When the tissue inside a wound develops tumors, healing stops and managing the case can be very challenging.

“Sarcoids can develop deep inside wounds,” says Knottenbelt. “If the horse has a sarcoid somewhere else on his body, it’s easy for those cells to be transferred to the wound by flies. Then you have a sarcoid in the wound and it’s a very serious situation that has to be recognized and dealt with quickly.” Oftentimes, he says, the forming sarcoid is mistaken for proud flesh and owners delay calling the veterinarian or attempt to treat it themselves, making the situation worse.

“If you compare two wounds, one with proud flesh and one with a sarcoid, they can look identical, but the treatments are diametrically opposite,” he says. “You need to treat the tumor with cancer drugs; if you try to cut it out like proud flesh, you’re going to make it worse. I believe veterinarians should do pathology on every suspected case of proud flesh to ensure it’s not a tumor.”

When your horse has a wound, even a large one, don’t panic. With your prompt attention, and, if needed, help from your veterinarian, chances are it will heal quickly. In the rare event it doesn’t, it’s still not time to worry too much. With a strategic approach to considering and addressing the 12 inhibitors to wound healing, chances are the cause can be quickly identified and eliminated, and your horse will be healing again soon. 


OUR EXPERT

Derek Knottenbelt, BVM&S, PhD, DipECEIM, received his veterinary degree and doctorate from Edinburgh University in Scotland.
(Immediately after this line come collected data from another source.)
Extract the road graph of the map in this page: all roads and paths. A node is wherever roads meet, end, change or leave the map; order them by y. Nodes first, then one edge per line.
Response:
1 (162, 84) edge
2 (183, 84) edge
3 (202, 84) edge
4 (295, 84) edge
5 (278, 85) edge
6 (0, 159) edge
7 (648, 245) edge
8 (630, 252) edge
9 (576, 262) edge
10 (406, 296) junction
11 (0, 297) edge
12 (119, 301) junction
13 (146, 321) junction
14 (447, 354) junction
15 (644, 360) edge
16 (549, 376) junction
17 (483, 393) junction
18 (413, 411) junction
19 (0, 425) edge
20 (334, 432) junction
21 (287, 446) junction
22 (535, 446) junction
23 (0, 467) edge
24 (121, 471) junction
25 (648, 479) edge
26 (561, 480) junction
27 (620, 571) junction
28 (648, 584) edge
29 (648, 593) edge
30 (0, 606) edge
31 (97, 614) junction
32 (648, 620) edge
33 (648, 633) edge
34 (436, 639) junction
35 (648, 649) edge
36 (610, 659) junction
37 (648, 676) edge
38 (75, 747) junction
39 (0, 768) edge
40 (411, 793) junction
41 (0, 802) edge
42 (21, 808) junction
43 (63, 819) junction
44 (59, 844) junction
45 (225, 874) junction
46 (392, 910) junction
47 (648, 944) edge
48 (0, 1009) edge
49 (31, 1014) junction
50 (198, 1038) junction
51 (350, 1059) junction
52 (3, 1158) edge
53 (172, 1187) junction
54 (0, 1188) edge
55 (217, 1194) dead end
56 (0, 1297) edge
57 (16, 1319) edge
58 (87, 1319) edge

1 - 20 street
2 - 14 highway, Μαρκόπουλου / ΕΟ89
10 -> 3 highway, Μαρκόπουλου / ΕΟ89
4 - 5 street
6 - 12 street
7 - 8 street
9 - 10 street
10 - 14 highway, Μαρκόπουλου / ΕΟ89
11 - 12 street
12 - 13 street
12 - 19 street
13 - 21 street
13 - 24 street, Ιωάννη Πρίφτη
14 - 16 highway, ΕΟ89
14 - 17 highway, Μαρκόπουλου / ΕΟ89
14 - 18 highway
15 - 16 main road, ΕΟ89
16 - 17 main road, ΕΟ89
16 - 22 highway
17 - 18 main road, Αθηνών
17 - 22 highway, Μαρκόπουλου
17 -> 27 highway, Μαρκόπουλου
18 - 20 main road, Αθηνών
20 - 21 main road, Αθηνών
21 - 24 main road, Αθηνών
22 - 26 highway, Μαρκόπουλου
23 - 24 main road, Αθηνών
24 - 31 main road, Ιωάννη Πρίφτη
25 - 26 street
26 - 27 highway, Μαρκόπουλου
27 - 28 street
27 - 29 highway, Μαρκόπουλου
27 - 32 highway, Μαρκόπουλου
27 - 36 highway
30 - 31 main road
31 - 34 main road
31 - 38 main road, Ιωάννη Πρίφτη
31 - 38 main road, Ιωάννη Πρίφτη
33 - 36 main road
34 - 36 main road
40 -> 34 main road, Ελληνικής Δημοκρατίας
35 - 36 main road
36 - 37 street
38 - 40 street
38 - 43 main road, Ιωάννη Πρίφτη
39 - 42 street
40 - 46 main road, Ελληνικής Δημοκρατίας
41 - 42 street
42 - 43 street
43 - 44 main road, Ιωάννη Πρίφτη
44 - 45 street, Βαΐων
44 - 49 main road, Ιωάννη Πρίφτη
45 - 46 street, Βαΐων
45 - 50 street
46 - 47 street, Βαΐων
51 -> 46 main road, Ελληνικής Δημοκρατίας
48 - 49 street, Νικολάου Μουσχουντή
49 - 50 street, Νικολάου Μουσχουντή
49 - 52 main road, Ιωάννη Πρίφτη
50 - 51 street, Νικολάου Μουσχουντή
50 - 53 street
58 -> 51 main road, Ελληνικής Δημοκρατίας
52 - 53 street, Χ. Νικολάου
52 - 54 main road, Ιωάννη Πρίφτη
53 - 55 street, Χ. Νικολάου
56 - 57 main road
After 12 years in private practice, he became a professor in equine internal medicine at the University of Liverpool in 1985. In addition to conducting research in equine oncology, dermatology, ophthalmology and wound management, Knottenbelt has written 10 textbooks. He recently retired from academia but now works as a consultant.

This article first appeared in EQUUS issue #471, December 2016.